Communist parties of the world (present and former rulers of the Soviet block and associated Marxist-Leninist governments) popularized globally the concept of "democratic centralism," or worker activity that answers to centralized leadership—a body of representatives that guides the masses of the working class to whom the working class is subordinate. In a sign of the times, modern socialist organizations have modified the concept, often in more libertarian directions, but still tend to draw an essential relationship between democratic centralism and worker self-organizing. In this short book, Scott Nappalos of Miami Autonomy & Solidarity looks at the historical development of democratic centralism, and sorts out why it cannot be confused with "debate, coming to common decisions, and acting on collective democracy."
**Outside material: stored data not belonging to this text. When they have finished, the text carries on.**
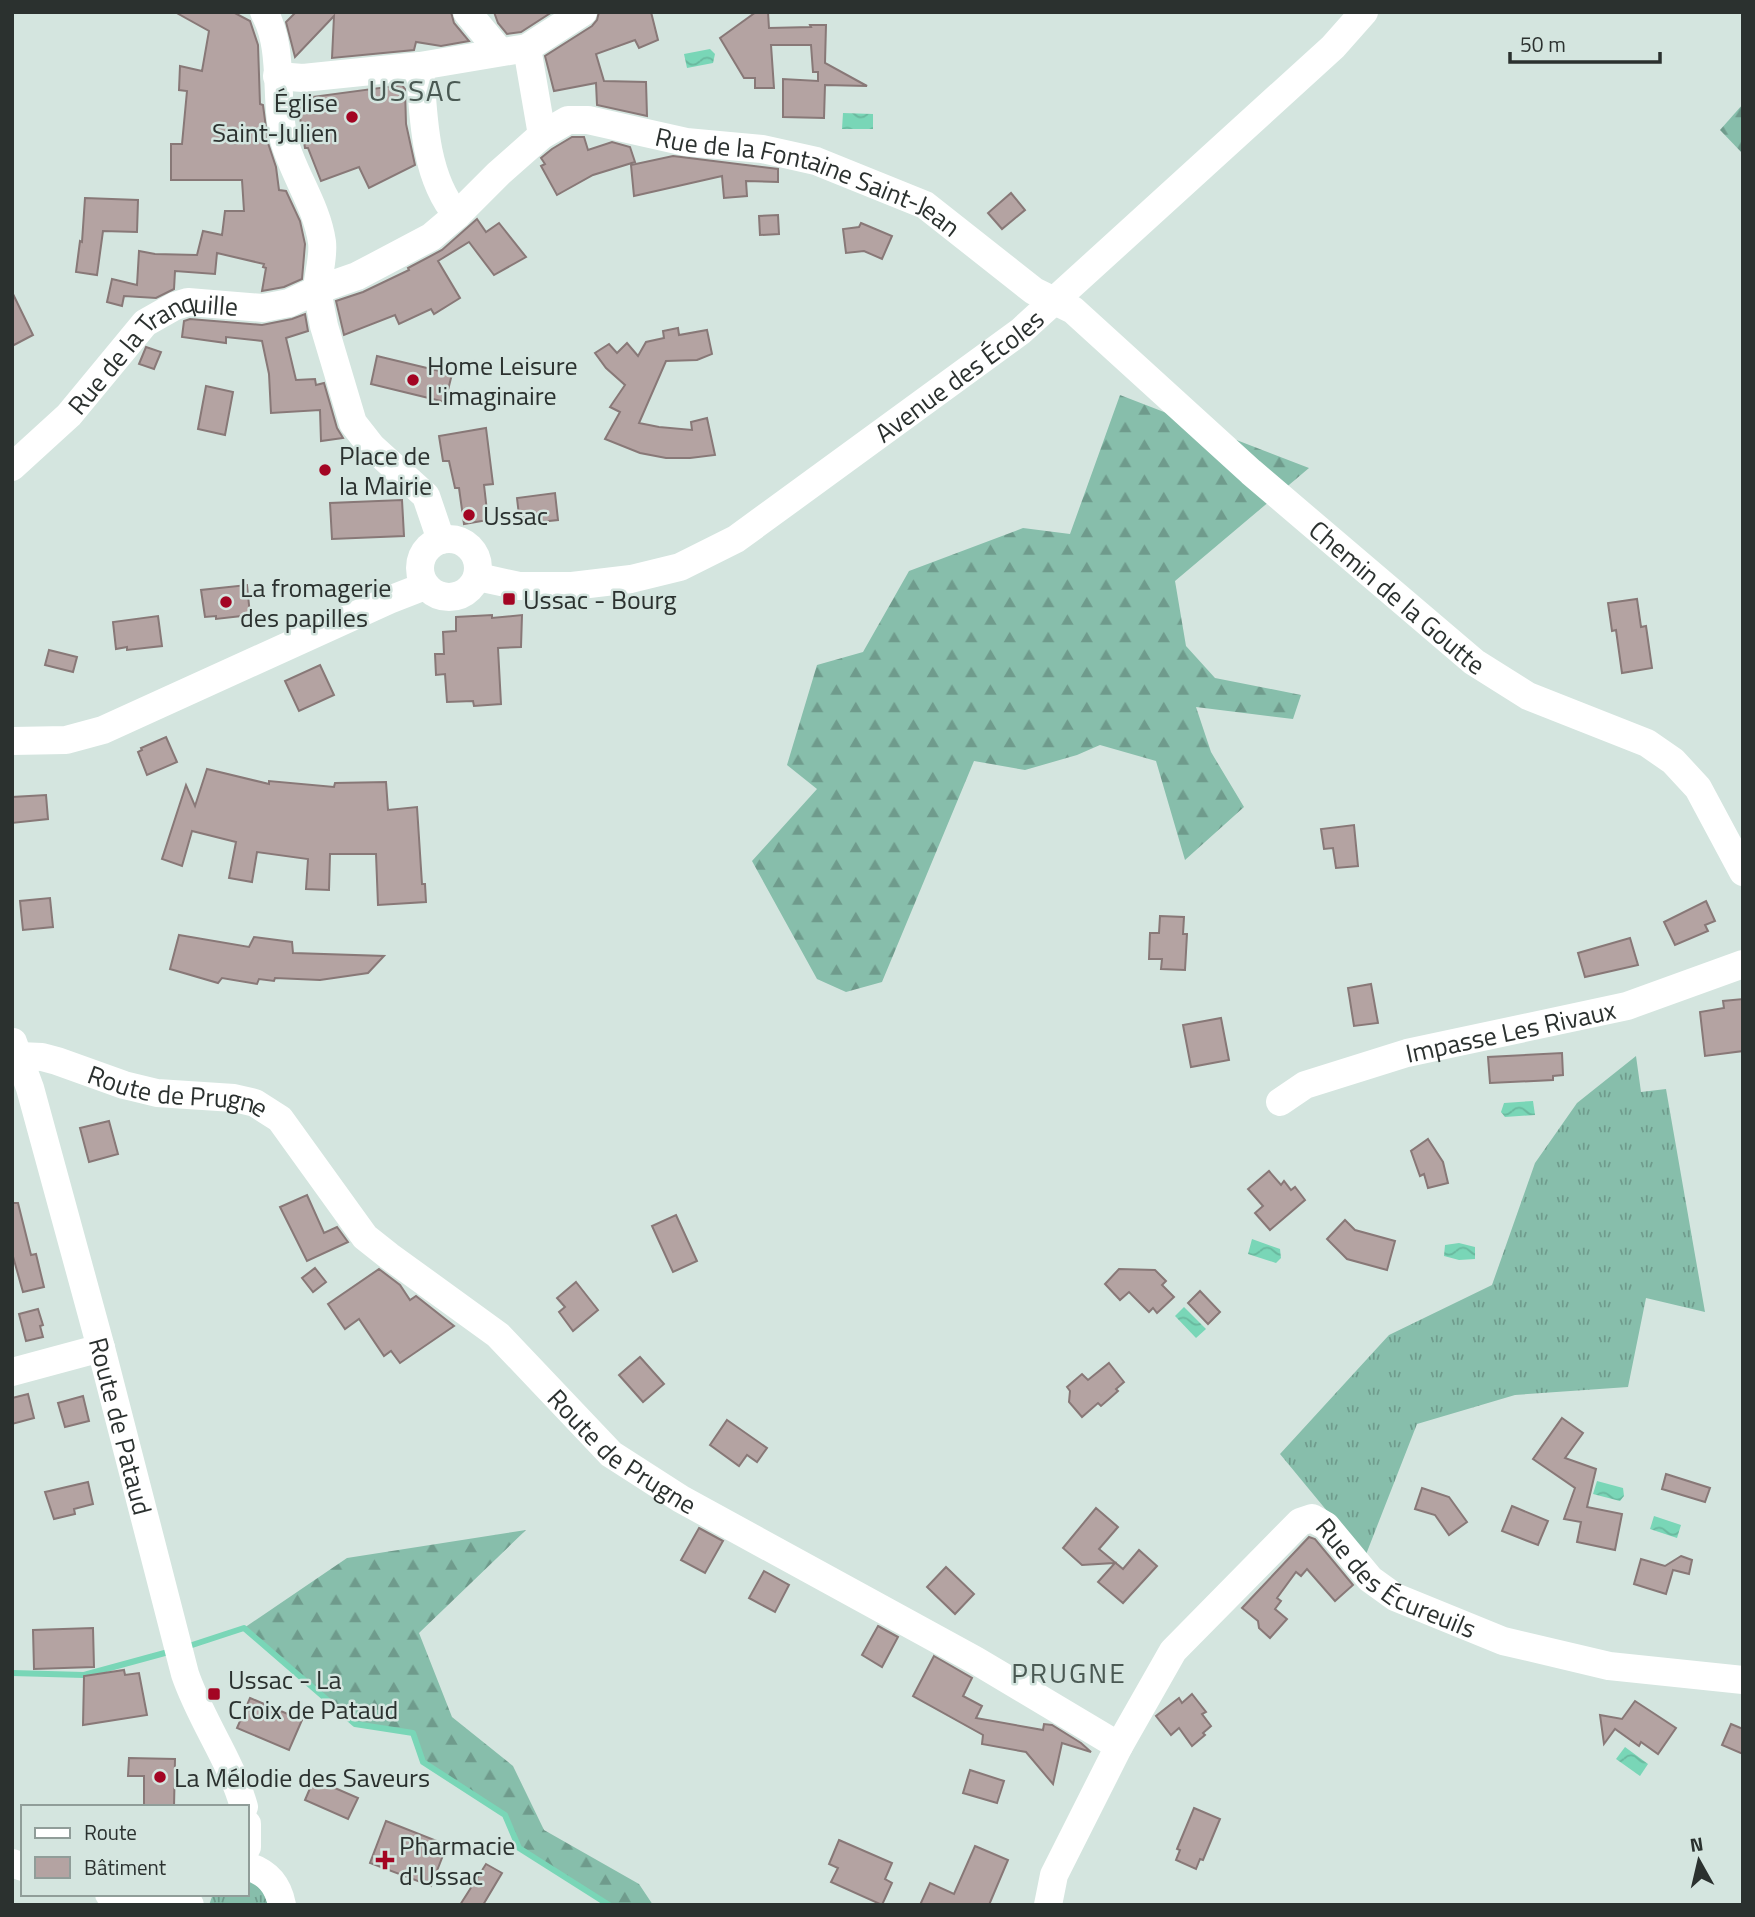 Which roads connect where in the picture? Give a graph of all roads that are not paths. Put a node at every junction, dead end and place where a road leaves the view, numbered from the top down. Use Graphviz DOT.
graph roads {
  1 [pos="467,12"];
  2 [pos="1364,12"];
  3 [pos="574,14"];
  4 [pos="273,16"];
  5 [pos="513,50"];
  6 [pos="420,66"];
  7 [pos="277,76"];
  8 [pos="542,135"];
  9 [pos="457,215"];
  10 [pos="317,290"];
  11 [pos="1054,299"];
  12 [pos="12,467"];
  13 [pos="442,540"];
  14 [pos="478,577"];
  15 [pos="425,586"];
  16 [pos="12,741"];
  17 [pos="1743,872"];
  18 [pos="1743,964"];
  19 [pos="15,1048"];
  20 [pos="1280,1102"];
  21 [pos="101,1348"];
  22 [pos="12,1372"];
  23 [pos="1743,1680"];
  24 [pos="1119,1746"];
  25 [pos="243,1805"];
  26 [pos="248,1867"];
  27 [pos="124,1896"];
  28 [pos="190,1905"];
  29 [pos="282,1905"];
  30 [pos="1048,1905"];
  1 -- 5 [label="street"];
  2 -- 11 [label="street, Avenue des Écoles"];
  3 -- 5 [label="street"];
  4 -- 7 [label="street"];
  5 -- 6 [label="street"];
  5 -- 8 [label="street"];
  6 -- 7 [label="street"];
  6 -- 9 [label="street"];
  7 -- 10 [label="street"];
  8 -- 9 [label="street, Rue de la Fontaine Saint-Jean"];
  8 -- 11 [label="street, Rue de la Fontaine Saint-Jean"];
  9 -- 10 [label="street, Rue de la Tranquille"];
  10 -- 12 [label="street, Rue de la Tranquille"];
  10 -- 13 [label="street"];
  11 -- 14 [label="street, Avenue des Écoles"];
  11 -- 17 [label="street, Chemin de la Goutte"];
  13 -- 14 [label="street"];
  13 -- 15 [label="street"];
  14 -- 15 [label="street"];
  15 -- 16 [label="street"];
  18 -- 20 [label="street, Impasse Les Rivaux"];
  19 -- 21 [label="street, Route de Pataud"];
  19 -- 24 [label="street, Route de Prugne"];
  21 -- 22 [label="street"];
  21 -- 25 [label="street, Route de Pataud"];
  23 -- 24 [label="street, Rue des Écureuils"];
  24 -- 30 [label="street"];
  26 -- 29 [label="street"];
  27 -- 28 [label="street"];
}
Critics from the libertarian left have often been content to merely attack the most obvious and egregious forms of democratic centralism. This leaves these critiques open to quick dismissal and wastes an opportunity to expose core political issues that can help our movement grow. It is useful then to engage the theory, take on democratic centralism at its best arguments, on its own terms, and provide a more nuanced understanding of the dangers of democratic centralism so that we do not face the same problems under a different banner.
Democratic centralism will be addressed on four fronts to provide a wider scope than is normally given to the concept. First, where did democratic centralism grow out of, and how did it develop in history? Second, what did oppositional revolutionaries who contested the ideas of democratic centralism outside the orthodoxy offer in understanding the debate? Third, moving to the US context, how did democratic centralist practice function in recent history? Lastly what does it look like if we abstract away all the history and practices, and look at it hypothetically as a theory of the process of the internal functioning of organizations?
In opening up this discussion, the intention is not just to point out independent anarchist-communist organizational history, but rather to question the way in which the project of democratic centralist revision approaches organization in our conjuncture: today, here, and with our problems.